Double in Space
- First American edition cover
- Author: Fletcher Pratt
- Cover artist: Richard Powers
- Language: English
- Genre: Science fiction
- Publisher: Doubleday
- Publication date: 1951
- Publication place: United States
- Media type: Print (hardcover)
- Pages: 217 pp

= Double in Space =

Double in Space is a title used for two distinct collections of science fiction novellas by Fletcher Pratt, one published in the United States and the other in the United Kingdom. The two collections have one story in common.

==American publication==
The American version of Double in Space was originally published in hardcover by Doubleday in 1951, and issued in paperback by Curtis Books in 1969. The dust jacket for the Doubleday edition was illustrated by Richard Powers. It included two stories:

- "Project Excelsior" (Thrilling Wonder Stories 1951)
- "The Wanderer’s Return" (Thrilling Wonder Stories 1951)

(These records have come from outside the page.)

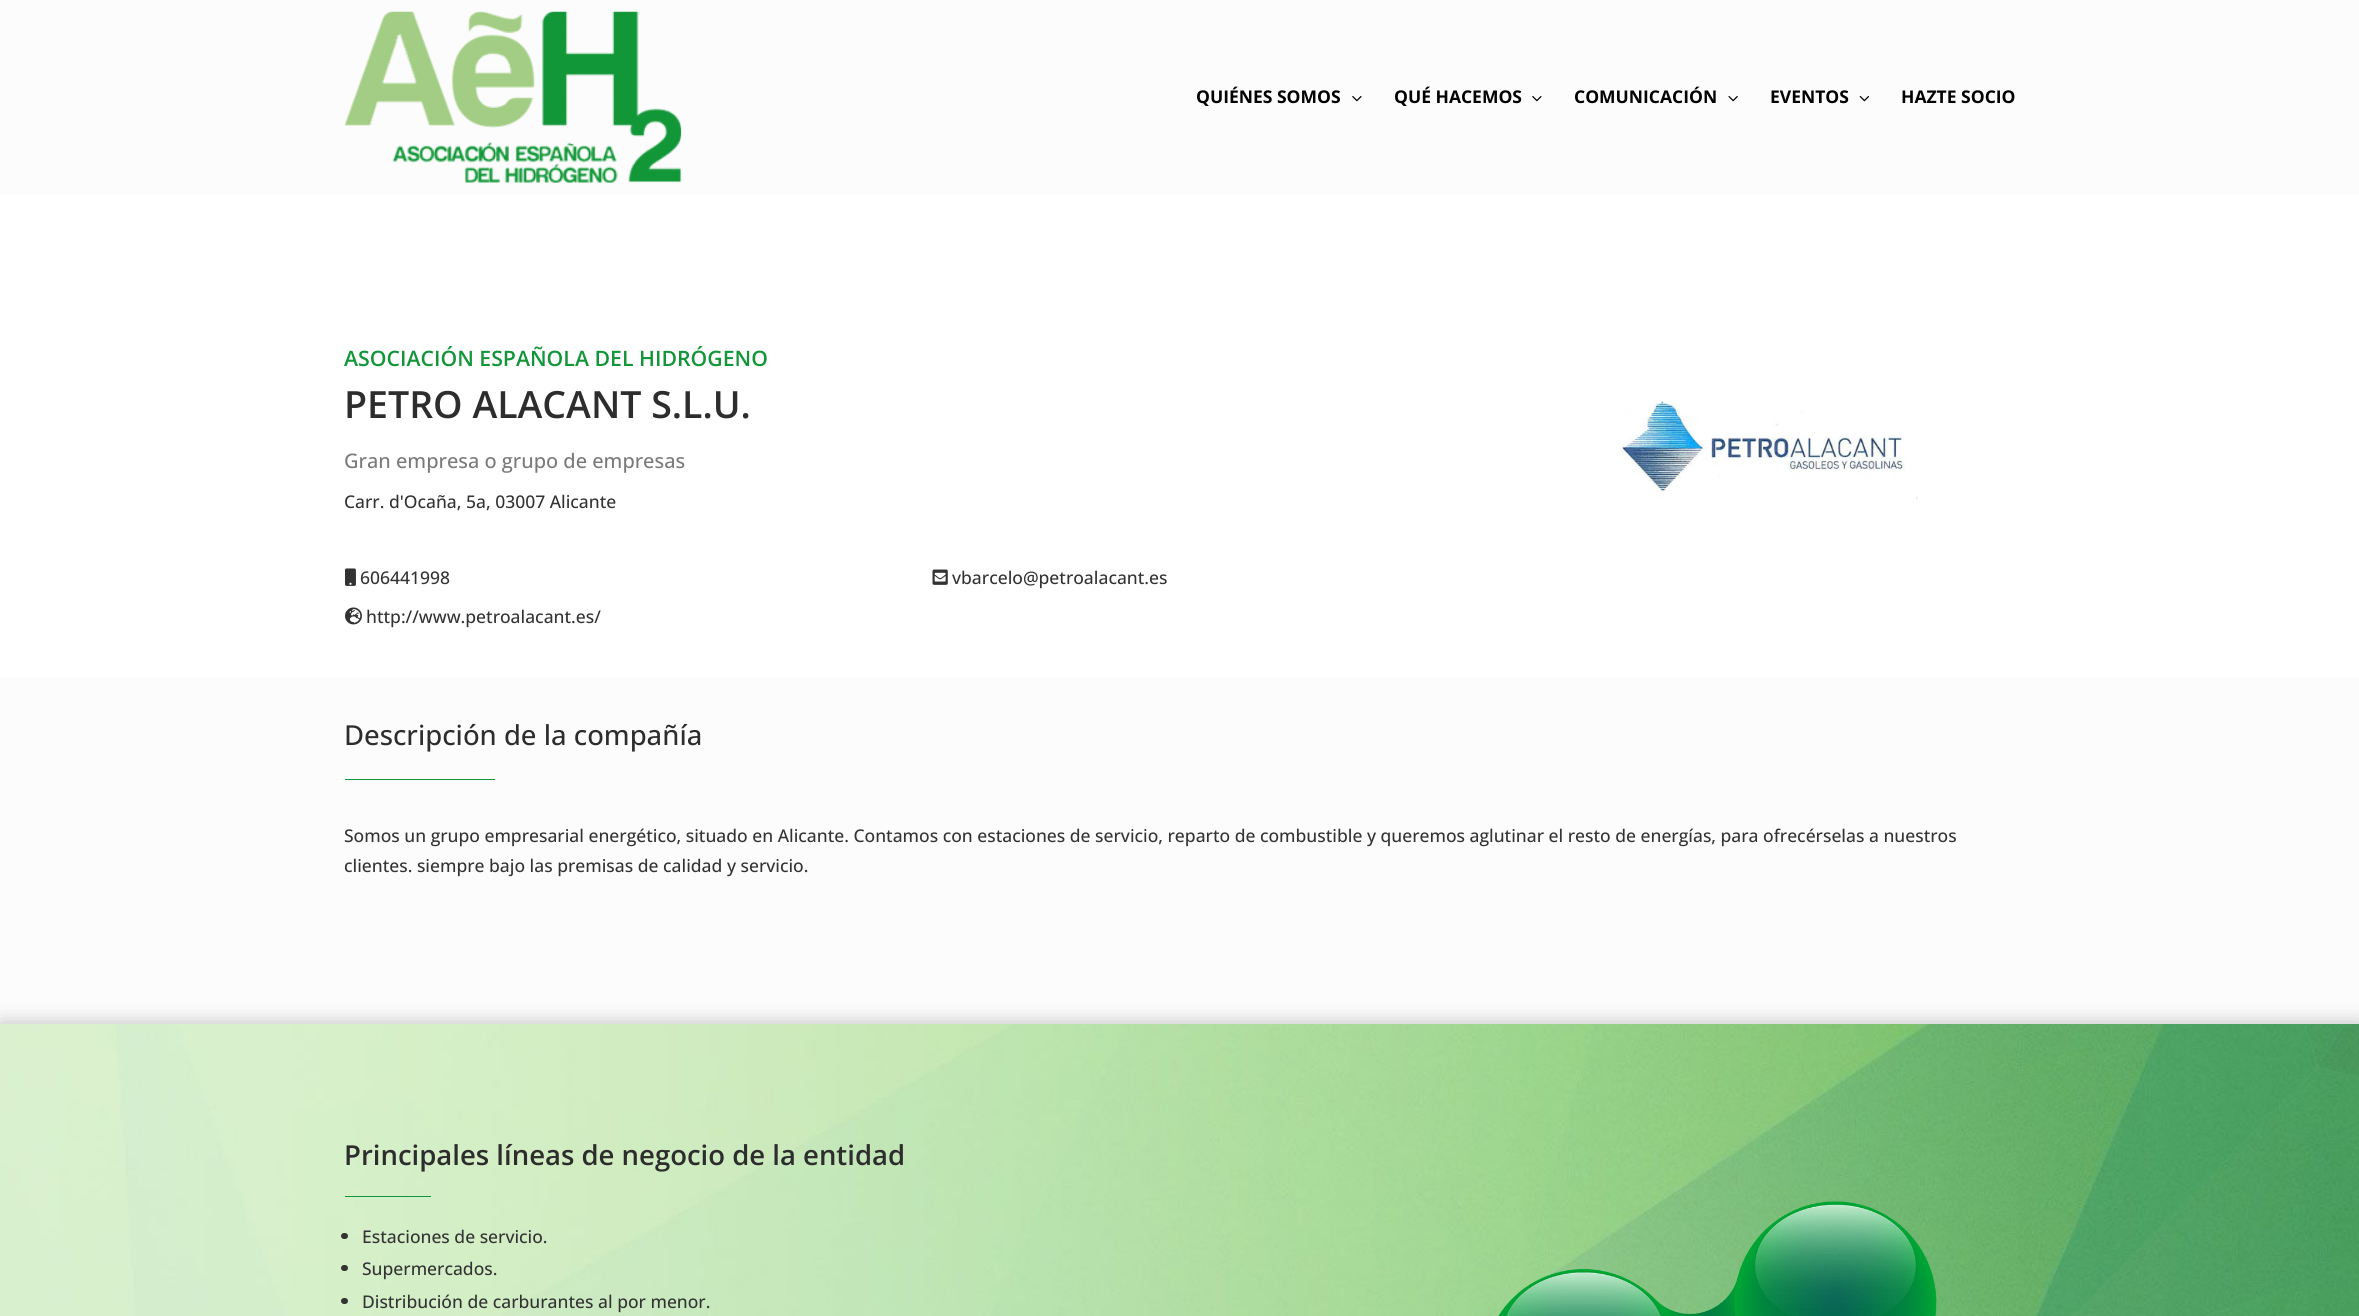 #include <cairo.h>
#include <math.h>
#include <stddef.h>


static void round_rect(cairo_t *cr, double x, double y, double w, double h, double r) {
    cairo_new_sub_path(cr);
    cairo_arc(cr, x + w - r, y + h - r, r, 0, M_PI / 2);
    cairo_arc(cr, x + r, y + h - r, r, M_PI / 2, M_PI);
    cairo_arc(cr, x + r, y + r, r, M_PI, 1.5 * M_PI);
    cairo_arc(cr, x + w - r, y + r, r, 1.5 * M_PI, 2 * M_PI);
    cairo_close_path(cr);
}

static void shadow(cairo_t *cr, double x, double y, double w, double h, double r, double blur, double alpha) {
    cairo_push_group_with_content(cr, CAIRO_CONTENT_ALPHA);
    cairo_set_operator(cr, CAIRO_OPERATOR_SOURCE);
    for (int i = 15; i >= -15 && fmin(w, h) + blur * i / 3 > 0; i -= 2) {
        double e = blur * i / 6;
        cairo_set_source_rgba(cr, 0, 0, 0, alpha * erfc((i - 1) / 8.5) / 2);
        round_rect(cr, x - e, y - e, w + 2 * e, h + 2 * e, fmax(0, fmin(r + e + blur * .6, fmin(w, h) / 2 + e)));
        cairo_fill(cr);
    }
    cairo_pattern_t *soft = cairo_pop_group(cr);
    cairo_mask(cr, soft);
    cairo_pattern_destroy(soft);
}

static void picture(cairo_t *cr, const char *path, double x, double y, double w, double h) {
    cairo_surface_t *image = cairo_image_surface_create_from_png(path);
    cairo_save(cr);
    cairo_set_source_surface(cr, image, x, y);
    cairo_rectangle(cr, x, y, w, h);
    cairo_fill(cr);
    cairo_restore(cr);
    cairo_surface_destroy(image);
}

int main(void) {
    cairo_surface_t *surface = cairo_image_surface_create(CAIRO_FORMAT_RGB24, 2359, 1316);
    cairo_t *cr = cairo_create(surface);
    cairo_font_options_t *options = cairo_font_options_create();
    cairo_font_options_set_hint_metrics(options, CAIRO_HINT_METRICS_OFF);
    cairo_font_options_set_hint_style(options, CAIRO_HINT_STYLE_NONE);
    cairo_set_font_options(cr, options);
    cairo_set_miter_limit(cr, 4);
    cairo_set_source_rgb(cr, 1, 1, 1);
    cairo_paint(cr);
    cairo_set_source_rgb(cr, 0.988, 0.988, 0.988);
    cairo_rectangle(cr, 0, 0, 2359, 194);
    cairo_fill(cr);
    picture(cr, "img1.png", 345, 11, 337, 172);
    cairo_select_font_face(cr, "Open Sans", CAIRO_FONT_SLANT_NORMAL, CAIRO_FONT_WEIGHT_BOLD);
    cairo_set_font_size(cr, 17.5);
    cairo_set_source_rgb(cr, 0, 0, 0);
    cairo_move_to(cr, 1196, 103);
    cairo_show_text(cr, "QUIÉNES SOMOS");
    picture(cr, "img2.png", 1352, 96, 10, 6);
    cairo_move_to(cr, 1394, 103);
    cairo_show_text(cr, "QUÉ HACEMOS");
    picture(cr, "img2.png", 1532, 96, 10, 6);
    cairo_move_to(cr, 1574, 103);
    cairo_show_text(cr, "COMUNICACIÓN");
    picture(cr, "img3.png", 1728, 96, 10, 6);
    cairo_move_to(cr, 1770, 103);
    cairo_show_text(cr, "EVENTOS");
    picture(cr, "img4.png", 1859, 96, 10, 6);
    cairo_move_to(cr, 1901, 103);
    cairo_show_text(cr, "HAZTE SOCIO");
    cairo_select_font_face(cr, "Open Sans SemiBold", CAIRO_FONT_SLANT_NORMAL, CAIRO_FONT_WEIGHT_NORMAL);
    cairo_set_font_size(cr, 21.25);
    cairo_set_source_rgb(cr, 0.075, 0.588, 0.224);
    cairo_move_to(cr, 344, 366);
    cairo_show_text(cr, "ASOCIACIÓN ESPAÑOLA DEL HIDRÓGENO");
    cairo_set_font_size(cr, 37.5);
    cairo_set_source_rgb(cr, 0.176, 0.176, 0.176);
    cairo_move_to(cr, 344, 418);
    cairo_show_text(cr, "PETRO ALACANT S.L.U.");
    cairo_select_font_face(cr, "Open Sans Medium", CAIRO_FONT_SLANT_NORMAL, CAIRO_FONT_WEIGHT_NORMAL);
    cairo_set_font_size(cr, 20);
    cairo_set_source_rgb(cr, 0.478, 0.478, 0.478);
    cairo_move_to(cr, 344, 468);
    cairo_show_text(cr, "Gran empresa o grupo de empresas");
    cairo_set_font_size(cr, 17.5);
    cairo_set_source_rgb(cr, 0.2, 0.2, 0.2);
    cairo_move_to(cr, 344, 508);
    cairo_show_text(cr, "Carr. d'Ocaña, 5a, 03007 Alicante");
    picture(cr, "img5.png", 345, 568, 11, 18);
    cairo_move_to(cr, 360, 584);
    cairo_show_text(cr, "606441998");
    picture(cr, "img6.png", 345, 607, 17, 18);
    cairo_move_to(cr, 366, 623);
    cairo_show_text(cr, "http://www.petroalacant.es/");
    picture(cr, "img7.png", 932, 569, 16, 16);
    cairo_move_to(cr, 952, 584);
    cairo_show_text(cr, "vbarcelo@petroalacant.es");
    picture(cr, "img8.png", 1620, 399, 298, 114);
    cairo_set_source_rgb(cr, 0.988, 0.988, 0.988);
    cairo_rectangle(cr, 0, 678, 2359, 346);
    cairo_fill(cr);
    cairo_set_font_size(cr, 27.5);
    cairo_set_source_rgb(cr, 0.176, 0.176, 0.176);
    cairo_move_to(cr, 344, 745);
    cairo_show_text(cr, "Descripción de la compañía");
    cairo_set_source_rgb(cr, 0.075, 0.588, 0.224);
    cairo_rectangle(cr, 345, 779, 150, 1);
    cairo_fill(cr);
    cairo_set_font_size(cr, 17.5);
    cairo_set_source_rgb(cr, 0.2, 0.2, 0.2);
    cairo_move_to(cr, 344, 842);
    cairo_show_text(cr, "Somos un grupo empresarial energético, situado en Alicante. Contamos con estaciones de servicio, reparto de combustible y queremos aglutinar el resto de energías, para ofrecérselas a nuestros");
    cairo_move_to(cr, 344, 872);
    cairo_show_text(cr, "clientes. siempre bajo las premisas de calidad y servicio.");
    cairo_set_source_rgb(cr, 0, 0, 0);
    shadow(cr, 0, 1026, 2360, 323, 0, 11, 0.3);
    picture(cr, "img9.png", 0, 1024, 2359, 292);
    cairo_select_font_face(cr, "Open Sans SemiBold", CAIRO_FONT_SLANT_NORMAL, CAIRO_FONT_WEIGHT_NORMAL);
    cairo_set_font_size(cr, 27.5);
    cairo_set_source_rgb(cr, 0.176, 0.176, 0.176);
    cairo_move_to(cr, 344, 1165);
    cairo_show_text(cr, "Principales líneas de negocio de la entidad");
    cairo_set_source_rgb(cr, 0.075, 0.588, 0.224);
    cairo_rectangle(cr, 345, 1196, 86, 1);
    cairo_fill(cr);
    cairo_set_source_rgb(cr, 0.2, 0.2, 0.2);
    round_rect(cr, 341, 1233, 7, 6, 3);
    cairo_fill(cr);
    cairo_select_font_face(cr, "Open Sans Medium", CAIRO_FONT_SLANT_NORMAL, CAIRO_FONT_WEIGHT_NORMAL);
    cairo_set_font_size(cr, 17.5);
    cairo_move_to(cr, 362, 1243);
    cairo_show_text(cr, "Estaciones de servicio.");
    round_rect(cr, 341, 1265, 7, 6, 3);
    cairo_fill(cr);
    cairo_move_to(cr, 362, 1275);
    cairo_show_text(cr, "Supermercados.");
    round_rect(cr, 341, 1298, 7, 6, 3);
    cairo_fill(cr);
    cairo_move_to(cr, 362, 1308);
    cairo_show_text(cr, "Distribución de carburantes al por menor.");
    picture(cr, "img10.png", 1498, 1201, 439, 115);
    cairo_surface_write_to_png(surface, "page.png");
    cairo_font_options_destroy(options);
    cairo_destroy(cr);
    cairo_surface_destroy(surface);
    return 0;
}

"Project Excelsior" was originally published under the title "Asylum Satellite".

===Reception===
P. Schuyler Miller reported the collection to be "good reading and good fun."

==British publication==
The UK version of Double in Space was published by T. V. Boardman in hardcover in 1954. It also included two stories:

- "Project Excelsior" (Thrilling Wonder Stories 1951)
- "The Conditioned Captain" (Startling Stories 1953)

By the time of its inclusion in the UK version of Double in Space, "The Conditioned Captain" had already been expanded by Pratt into the separate novel The Undying Fire (1953).